#### [What you have to do]
From the records beneath, determine how many lines contain "aleja" and report only that figure.

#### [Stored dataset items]
════════════════════
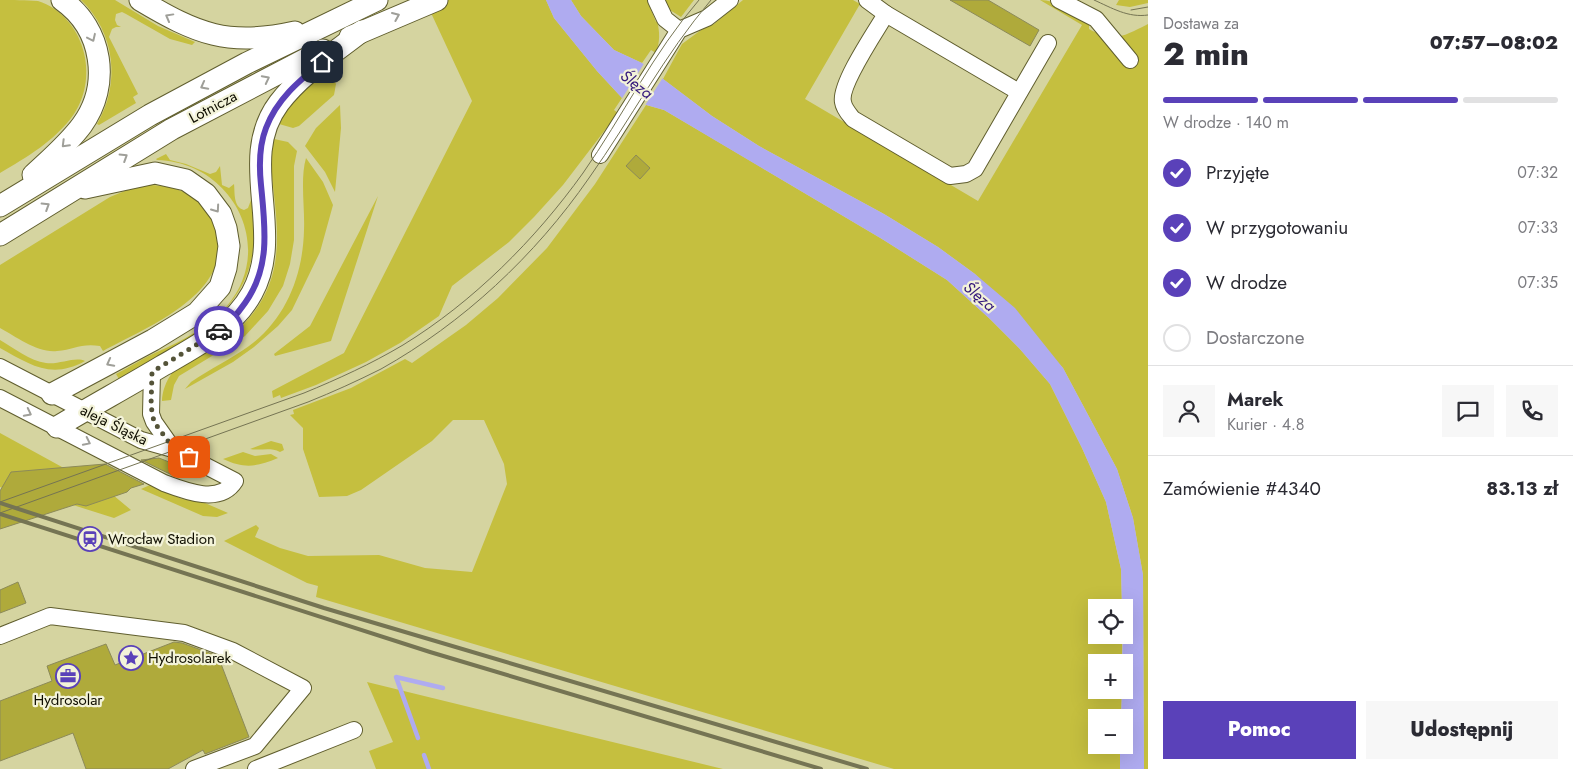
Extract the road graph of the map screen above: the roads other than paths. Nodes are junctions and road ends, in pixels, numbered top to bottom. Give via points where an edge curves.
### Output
1 (62, 0) edge
2 (140, 0) edge
3 (377, 0) edge
4 (656, 0) edge
5 (730, 0) edge
6 (1059, 0) edge
7 (434, 1) edge
8 (875, 4) edge
9 (313, 29) junction
10 (679, 30) junction
11 (362, 31) junction
12 (1048, 43) dead end
13 (1130, 60) dead end
14 (1019, 92) junction
15 (600, 155) dead end
16 (68, 192) junction
17 (2, 204) edge
18 (0, 235) edge
19 (0, 366) edge
20 (152, 372) junction
21 (52, 394) junction
22 (0, 398) edge
23 (84, 411) junction
24 (57, 427) junction
25 (174, 449) junction
26 (0, 636) edge
27 (354, 730) dead end
28 (194, 769) edge
29 (256, 769) edge

1 -> 17 main road via 82,18 94,40 99,59 94,103 69,140
9 -> 2 main road via 276,36 216,36 172,19
3 - 9 main road, Lotnicza
4 - 10 street via 665,18
5 - 10 street via 707,18
6 - 13 street
11 -> 7 main road, Lotnicza
8 - 14 street
8 - 14 street via 843,92 842,101 846,109 861,124 950,176 959,176 975,169
9 -> 17 main road, Lotnicza via 150,115
10 - 15 street
16 -> 11 main road, Lotnicza via 180,124
11 - 20 main road via 292,87 278,104 265,129 260,152 265,250 260,276 252,294 222,329
12 - 14 street
18 -> 16 main road, Lotnicza
16 -> 21 main road via 155,173 180,178 206,194 221,214 230,246 220,287 198,313
19 - 21 street, aleja Śląska
20 - 23 main road
20 - 25 street via 151,414
21 - 23 street, aleja Śląska
21 - 24 street
22 -> 24 street, aleja Śląska
23 - 24 main road
23 - 25 street, aleja Śląska via 141,440
24 -> 25 street, aleja Śląska via 164,483 188,492 219,494 230,490 235,481
26 - 28 street via 50,616 184,633 233,651 304,688 255,746
27 - 29 street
════════════════════
#### [Expected answer]
5